Some blocks of fields are mandatory (core, authors, worksheets, keywords) but may include optional fields (such as author ORCID). Other blocks are optional, but contain fields that may be mandatory if the block is used. We've tried to make this as clear as possible below!
Some blocks allow multiple records (e.g. authors and data worksheets) with sets of values in adjacent columns but other blocks only allow a single record (e.g. core fields and geographic extents).
Naming
This sheet must be called "Summary" for dataset validation to work properly. If it is called something similar but not identical to "Summary" (e.g. "summary") validation will fail.
The core fields block
Mandatory block
All fields are mandatory.
This block provides a set of core details for the dataset. You can only provide a single value for each field.
- Title: This should be a short informative title for the dataset: it will be used as the public title for the dataset so make sure it is clear and grammatical!
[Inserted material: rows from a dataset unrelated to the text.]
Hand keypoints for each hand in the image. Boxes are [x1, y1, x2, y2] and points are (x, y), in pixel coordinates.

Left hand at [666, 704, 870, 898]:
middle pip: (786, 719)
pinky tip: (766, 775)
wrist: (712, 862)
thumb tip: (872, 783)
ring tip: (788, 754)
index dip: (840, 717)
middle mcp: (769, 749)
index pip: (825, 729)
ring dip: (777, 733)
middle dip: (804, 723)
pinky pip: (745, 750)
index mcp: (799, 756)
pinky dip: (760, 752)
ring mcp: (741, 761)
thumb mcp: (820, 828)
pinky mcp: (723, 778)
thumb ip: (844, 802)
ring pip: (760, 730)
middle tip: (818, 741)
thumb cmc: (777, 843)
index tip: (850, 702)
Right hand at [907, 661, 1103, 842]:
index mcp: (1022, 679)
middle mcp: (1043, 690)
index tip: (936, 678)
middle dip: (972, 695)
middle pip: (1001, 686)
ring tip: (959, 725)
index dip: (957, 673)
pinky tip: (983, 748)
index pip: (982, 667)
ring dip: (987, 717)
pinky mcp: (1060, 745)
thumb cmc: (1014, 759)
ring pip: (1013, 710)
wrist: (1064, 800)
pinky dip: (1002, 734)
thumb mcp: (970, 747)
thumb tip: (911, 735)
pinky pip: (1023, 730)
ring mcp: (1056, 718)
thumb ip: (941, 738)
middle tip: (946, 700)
- Description: This will be the public description of the dataset. Note that you can have paragraphs of text within a single cell in Excel, so please do provide a reasonable summary. You will need to use Alt + Enter (or Alt + Shift + Enter on a Mac) to insert a carriage return.
Title | Example data for the safedata system | ||
Description | This is an example dataset. |
The Project ID block
Possibly mandatory block
This block will be mandatory if the data collection you are publishing to uses projects to group datasets. If they are, then you should obtain relevant project IDs from the organisation's data manager and add them in this block.
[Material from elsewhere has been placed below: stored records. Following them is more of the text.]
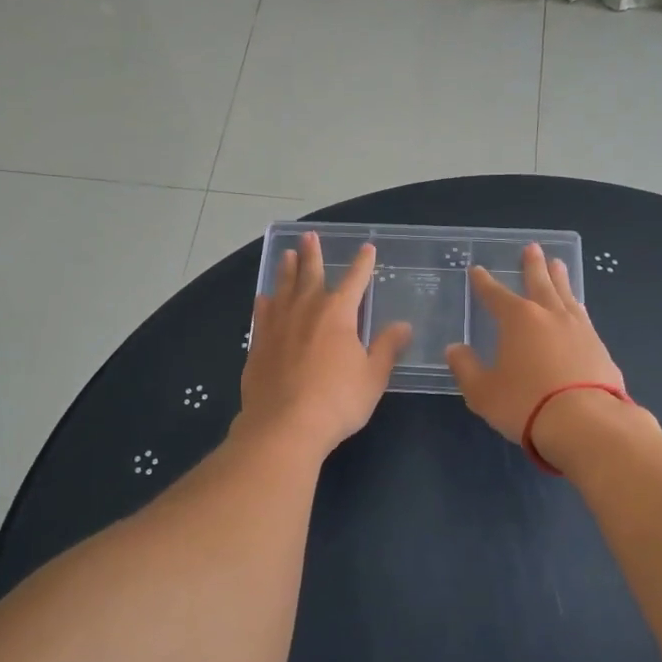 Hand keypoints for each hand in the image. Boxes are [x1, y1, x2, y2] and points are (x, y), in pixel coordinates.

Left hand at [238, 233, 411, 457]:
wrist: (284, 425)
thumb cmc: (337, 401)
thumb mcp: (372, 376)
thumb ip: (387, 347)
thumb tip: (403, 326)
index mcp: (338, 314)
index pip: (355, 280)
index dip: (362, 264)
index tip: (367, 248)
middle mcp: (306, 310)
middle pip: (310, 274)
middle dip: (312, 255)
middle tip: (308, 236)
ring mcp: (278, 325)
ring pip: (283, 288)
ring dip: (286, 270)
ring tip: (286, 255)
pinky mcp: (258, 343)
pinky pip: (262, 314)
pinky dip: (265, 303)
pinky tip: (264, 298)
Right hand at [444, 245, 625, 444]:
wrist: (587, 422)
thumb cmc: (526, 403)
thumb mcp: (483, 391)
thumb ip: (466, 368)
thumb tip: (455, 349)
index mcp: (518, 320)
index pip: (495, 295)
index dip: (484, 283)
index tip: (477, 270)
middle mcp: (549, 315)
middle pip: (539, 283)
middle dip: (532, 266)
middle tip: (532, 248)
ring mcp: (579, 329)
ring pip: (566, 295)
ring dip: (559, 279)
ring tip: (558, 264)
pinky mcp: (599, 348)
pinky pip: (582, 316)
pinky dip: (575, 306)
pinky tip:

This simple block provides project ID codes for the dataset.
- Project ID: Provide the integer project id codes for the research project that
this dataset is associated with. Older datasets may use the field name as
SAFE Project ID
but this is deprecated.
Project ID | 1 |
The access block
Mandatory block
Access status is required for all datasets. Embargo date is only required if the Access status value is 'Embargo'. Access conditions is only required if the Access status value is 'Restricted'.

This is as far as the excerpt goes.